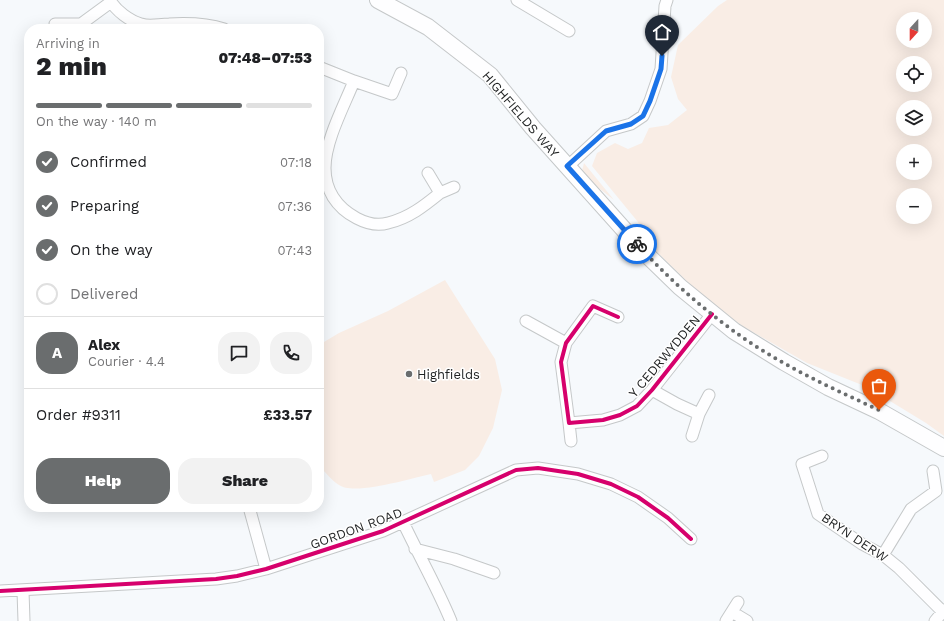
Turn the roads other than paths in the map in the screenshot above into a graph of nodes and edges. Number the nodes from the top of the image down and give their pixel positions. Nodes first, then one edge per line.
1 (378, 0) edge
2 (517, 0) edge
3 (667, 0) edge
4 (111, 1) edge
5 (85, 24) edge
6 (139, 24) edge
7 (167, 24) edge
8 (194, 24) edge
9 (569, 31) dead end
10 (324, 69) edge
11 (401, 73) dead end
12 (354, 81) junction
13 (567, 166) junction
14 (428, 173) dead end
15 (454, 188) dead end
16 (440, 193) junction
17 (712, 314) junction
18 (618, 317) dead end
19 (526, 321) dead end
20 (566, 343) junction
21 (652, 390) junction
22 (709, 394) dead end
23 (699, 414) junction
24 (570, 423) junction
25 (692, 436) dead end
26 (571, 441) dead end
27 (944, 448) edge
28 (822, 456) dead end
29 (933, 471) dead end
30 (250, 512) edge
31 (403, 522) junction
32 (690, 539) dead end
33 (416, 549) junction
34 (883, 555) junction
35 (266, 569) junction
36 (494, 574) dead end
37 (0, 591) edge
38 (23, 591) junction
39 (738, 602) dead end
40 (943, 611) edge
41 (729, 617) edge
42 (24, 621) edge
43 (451, 621) edge
44 (747, 621) edge
45 (935, 621) edge

1 - 13 main road, HIGHFIELDS WAY
2 - 9 street
3 - 13 street
4 - 5 street
4 - 6 street
7 - 8 street
10 - 12 street
11 - 12 street
12 - 16 street
13 - 17 main road, HIGHFIELDS WAY
14 - 16 street
15 - 16 street
17 - 21 street, Y CEDRWYDDEN
17 - 27 main road, HIGHFIELDS WAY
18 - 20 street
19 - 20 street
20 - 24 street
21 - 23 street, Y CEDRWYDDEN
21 - 24 street, Y CEDRWYDDEN
22 - 23 street
23 - 25 street
24 - 26 street
28 - 34 street, BRYN DERW
29 - 34 street
30 - 35 street
31 - 32 street, GORDON ROAD
31 - 33 street
31 - 35 street, GORDON ROAD
33 - 36 street
33 - 43 street
34 - 40 street, BRYN DERW
35 - 38 street, GORDON ROAD
37 - 38 street, GORDON ROAD
38 - 42 street
39 - 41 street
40 - 45 street
41 - 44 street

^^^^^^^^^^^^^^^^

ACTIVITY: Your task is to return each line of the data above that contains the string "CEDRWYDDEN".

RESPONSE AREA:
17 - 21 street, Y CEDRWYDDEN
21 - 23 street, Y CEDRWYDDEN
21 - 24 street, Y CEDRWYDDEN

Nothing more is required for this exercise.